» **PROMPT**:
Find the word "Corso" in the listing; pull out each line holding it.

» **DATASET RECORDS**:
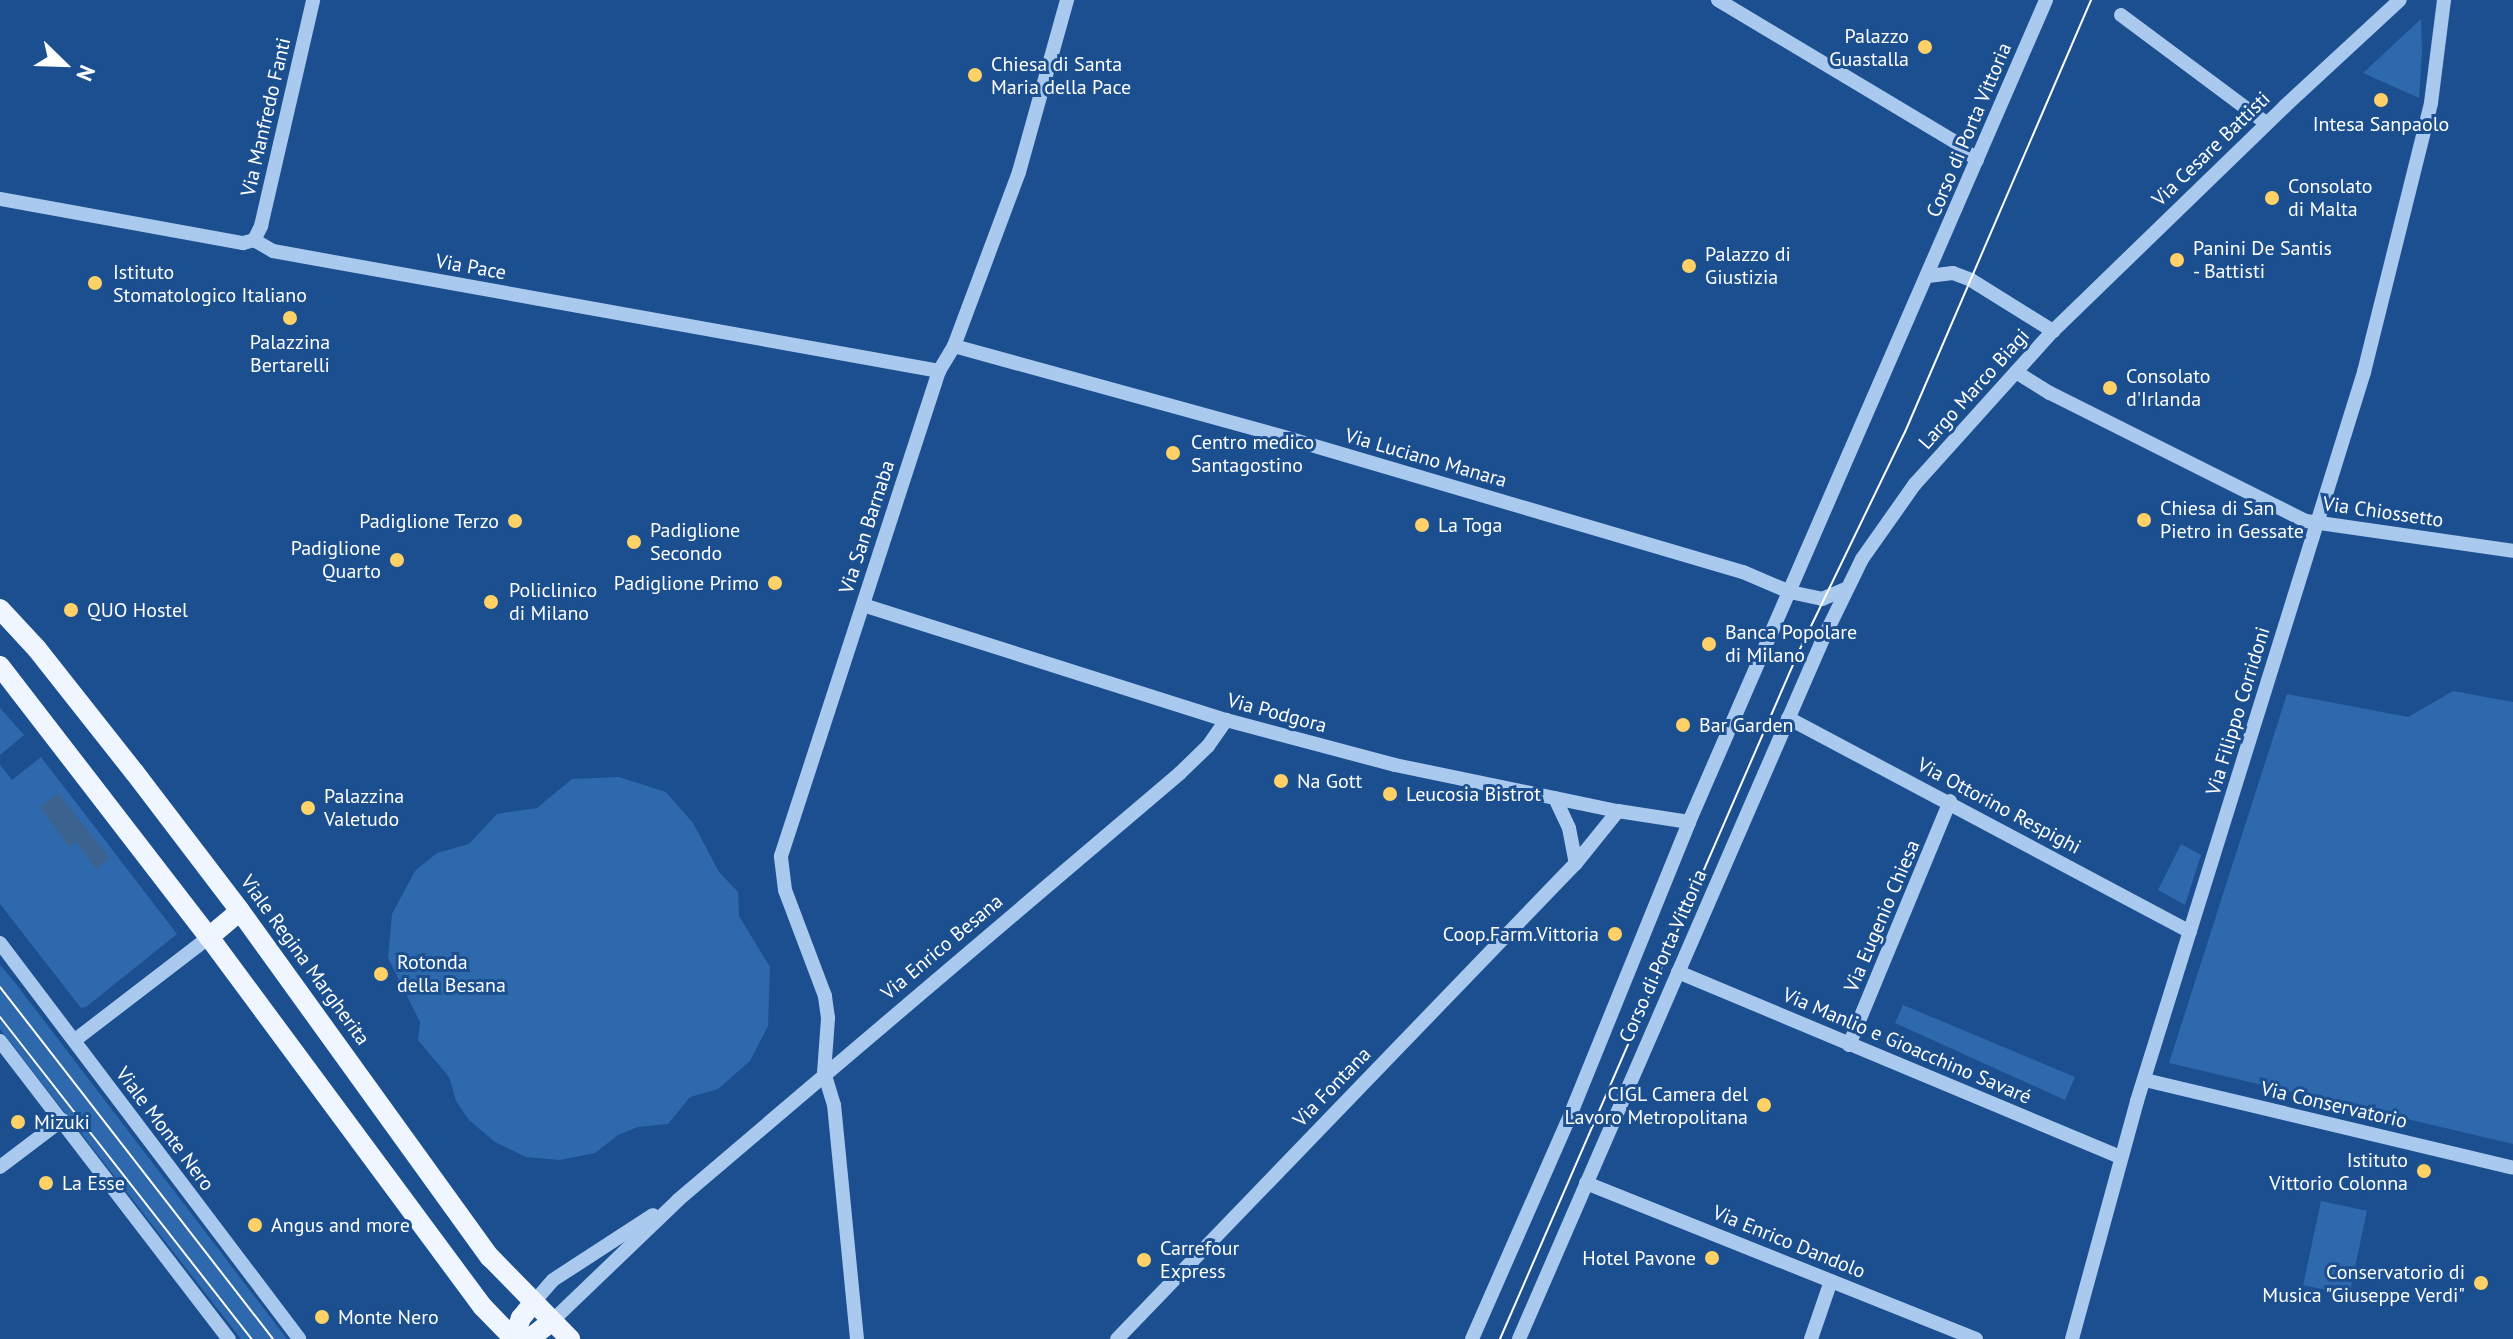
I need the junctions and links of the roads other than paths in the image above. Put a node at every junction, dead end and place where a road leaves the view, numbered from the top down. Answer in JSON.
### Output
{"nodes":[{"id":1,"x":313,"y":0,"type":"edge"},
{"id":2,"x":1067,"y":0,"type":"edge"},
{"id":3,"x":1718,"y":0,"type":"edge"},
{"id":4,"x":2046,"y":0,"type":"edge"},
{"id":5,"x":2400,"y":0,"type":"edge"},
{"id":6,"x":2444,"y":0,"type":"edge"},
{"id":7,"x":2121,"y":15,"type":"dead end"},
{"id":8,"x":2266,"y":123,"type":"junction"},
{"id":9,"x":1977,"y":160,"type":"junction"},
{"id":10,"x":0,"y":199,"type":"edge"},
{"id":11,"x":254,"y":240,"type":"junction"},
{"id":12,"x":1928,"y":276,"type":"junction"},
{"id":13,"x":2053,"y":331,"type":"junction"},
{"id":14,"x":954,"y":346,"type":"junction"},
{"id":15,"x":939,"y":371,"type":"junction"},
{"id":16,"x":2016,"y":372,"type":"junction"},
{"id":17,"x":2318,"y":523,"type":"junction"},
{"id":18,"x":2513,"y":551,"type":"edge"},
{"id":19,"x":1845,"y":589,"type":"junction"},
{"id":20,"x":1790,"y":592,"type":"junction"},
{"id":21,"x":863,"y":605,"type":"junction"},
{"id":22,"x":5,"y":624,"type":"edge"},
{"id":23,"x":0,"y":666,"type":"edge"},
{"id":24,"x":1788,"y":718,"type":"junction"},
{"id":25,"x":1226,"y":720,"type":"junction"},
{"id":26,"x":1555,"y":798,"type":"junction"},
{"id":27,"x":1950,"y":801,"type":"junction"},
{"id":28,"x":1618,"y":811,"type":"junction"},
{"id":29,"x":1689,"y":822,"type":"junction"},
{"id":30,"x":1576,"y":863,"type":"junction"},
{"id":31,"x":240,"y":911,"type":"junction"},
{"id":32,"x":2190,"y":932,"type":"junction"},
{"id":33,"x":209,"y":937,"type":"junction"},
{"id":34,"x":0,"y":943,"type":"edge"},
{"id":35,"x":1678,"y":972,"type":"junction"},
{"id":36,"x":75,"y":1040,"type":"junction"},
{"id":37,"x":0,"y":1041,"type":"edge"},
{"id":38,"x":1849,"y":1045,"type":"junction"},
{"id":39,"x":824,"y":1073,"type":"junction"},
{"id":40,"x":2145,"y":1080,"type":"junction"},
{"id":41,"x":62,"y":1120,"type":"junction"},
{"id":42,"x":2121,"y":1157,"type":"junction"},
{"id":43,"x":0,"y":1167,"type":"edge"},
{"id":44,"x":2513,"y":1168,"type":"edge"},
{"id":45,"x":1586,"y":1183,"type":"junction"},
{"id":46,"x":678,"y":1200,"type":"junction"},
{"id":47,"x":1831,"y":1281,"type":"junction"},
{"id":48,"x":533,"y":1303,"type":"junction"},
{"id":49,"x":551,"y":1322,"type":"junction"},
{"id":50,"x":229,"y":1339,"type":"edge"},
{"id":51,"x":299,"y":1339,"type":"edge"},
{"id":52,"x":514,"y":1339,"type":"edge"},
{"id":53,"x":570,"y":1339,"type":"edge"},
{"id":54,"x":857,"y":1339,"type":"edge"},
{"id":55,"x":1117,"y":1339,"type":"edge"},
{"id":56,"x":1472,"y":1339,"type":"edge"},
{"id":57,"x":1519,"y":1339,"type":"edge"},
{"id":58,"x":1811,"y":1339,"type":"edge"},
{"id":59,"x":1976,"y":1339,"type":"edge"},
{"id":60,"x":2072,"y":1339,"type":"edge"}],
"edges":[{"from":1,"to":11,"type":"street","name":"Via Manfredo Fanti"},
{"from":2,"to":14,"type":"street","name":"Via San Barnaba"},
{"from":3,"to":9,"type":"street"},
{"from":4,"to":9,"type":"street","name":"Corso di Porta Vittoria"},
{"from":5,"to":8,"type":"street","name":"Via Cesare Battisti"},
{"from":6,"to":17,"type":"street","name":"Via Filippo Corridoni"},
{"from":7,"to":8,"type":"street"},
{"from":8,"to":13,"type":"street","name":"Via Cesare Battisti"},
{"from":9,"to":12,"type":"street","name":"Corso di Porta Vittoria"},
{"from":10,"to":11,"type":"street","name":"Via Pace"},
{"from":11,"to":15,"type":"street","name":"Via Pace"},
{"from":12,"to":13,"type":"street","name":"Largo Marco Biagi"},
{"from":12,"to":20,"type":"street"},
{"from":13,"to":16,"type":"street","name":"Largo Marco Biagi"},
{"from":14,"to":15,"type":"street","name":"Via San Barnaba"},
{"from":14,"to":20,"type":"street","name":"Via Luciano Manara"},
{"from":15,"to":21,"type":"street","name":"Via San Barnaba"},
{"from":16,"to":17,"type":"street","name":"Via Chiossetto"},
{"from":16,"to":19,"type":"street","name":"Largo Marco Biagi"},
{"from":17,"to":18,"type":"street","name":"Via Chiossetto"},
{"from":17,"to":32,"type":"street","name":"Via Filippo Corridoni"},
{"from":19,"to":20,"type":"street"},
{"from":19,"to":24,"type":"street","name":"Corso di Porta Vittoria"},
{"from":20,"to":29,"type":"street","name":"Corso di Porta Vittoria"},
{"from":21,"to":25,"type":"street","name":"Via Podgora"},
{"from":21,"to":39,"type":"street","name":"Via San Barnaba"},
{"from":22,"to":31,"type":"main road","name":"Viale Regina Margherita"},
{"from":23,"to":33,"type":"main road"},
{"from":24,"to":27,"type":"street","name":"Via Ottorino Respighi"},
{"from":24,"to":35,"type":"street","name":"Corso di Porta Vittoria"},
{"from":25,"to":26,"type":"street","name":"Via Podgora"},
{"from":25,"to":39,"type":"street","name":"Via Enrico Besana"},
{"from":26,"to":28,"type":"street","name":"Via Podgora"},
{"from":26,"to":30,"type":"street"},
{"from":27,"to":32,"type":"street","name":"Via Ottorino Respighi"},
{"from":27,"to":38,"type":"street","name":"Via Eugenio Chiesa"},
{"from":28,"to":29,"type":"street","name":"Via Podgora"},
{"from":28,"to":30,"type":"street","name":"Via Fontana"},
{"from":29,"to":56,"type":"street","name":"Corso di Porta Vittoria"},
{"from":30,"to":55,"type":"street","name":"Via Fontana"},
{"from":31,"to":33,"type":"main road"},
{"from":31,"to":48,"type":"main road","name":"Viale Regina Margherita"},
{"from":32,"to":40,"type":"street","name":"Via Filippo Corridoni"},
{"from":33,"to":36,"type":"street"},
{"from":33,"to":52,"type":"main road"},
{"from":34,"to":36,"type":"street","name":"Viale Monte Nero"},
{"from":35,"to":38,"type":"street","name":"Via Manlio e Gioacchino Savaré"},
{"from":35,"to":45,"type":"street","name":"Corso di Porta Vittoria"},
{"from":36,"to":51,"type":"street","name":"Viale Monte Nero"},
{"from":37,"to":41,"type":"street"},
{"from":38,"to":42,"type":"street","name":"Via Manlio e Gioacchino Savaré"},
{"from":39,"to":46,"type":"street","name":"Via Enrico Besana"},
{"from":39,"to":54,"type":"street","name":"Via San Barnaba"},
{"from":40,"to":42,"type":"street","name":"Via Filippo Corridoni"},
{"from":40,"to":44,"type":"street","name":"Via Conservatorio"},
{"from":41,"to":43,"type":"street"},
{"from":41,"to":50,"type":"street"},
{"from":42,"to":60,"type":"street","name":"Via Filippo Corridoni"},
{"from":45,"to":47,"type":"street","name":"Via Enrico Dandolo"},
{"from":45,"to":57,"type":"street","name":"Corso di Porta Vittoria"},
{"from":46,"to":48,"type":"street","name":"Via Enrico Besana"},
{"from":46,"to":49,"type":"street","name":"Via Enrico Besana"},
{"from":47,"to":58,"type":"street"},
{"from":47,"to":59,"type":"street","name":"Via Enrico Dandolo"},
{"from":48,"to":49,"type":"main road","name":"Viale Regina Margherita"},
{"from":48,"to":52,"type":"main road"},
{"from":49,"to":52,"type":"main road"},
{"from":49,"to":53,"type":"main road","name":"Viale Regina Margherita"}]}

» **SOLUTION FOR THIS EXERCISE**:
{"from":4,"to":9,"type":"street","name":"Corso di Porta Vittoria"},
{"from":9,"to":12,"type":"street","name":"Corso di Porta Vittoria"},
{"from":19,"to":24,"type":"street","name":"Corso di Porta Vittoria"},
{"from":20,"to":29,"type":"street","name":"Corso di Porta Vittoria"},
{"from":24,"to":35,"type":"street","name":"Corso di Porta Vittoria"},
{"from":29,"to":56,"type":"street","name":"Corso di Porta Vittoria"},
{"from":35,"to":45,"type":"street","name":"Corso di Porta Vittoria"},
{"from":45,"to":57,"type":"street","name":"Corso di Porta Vittoria"},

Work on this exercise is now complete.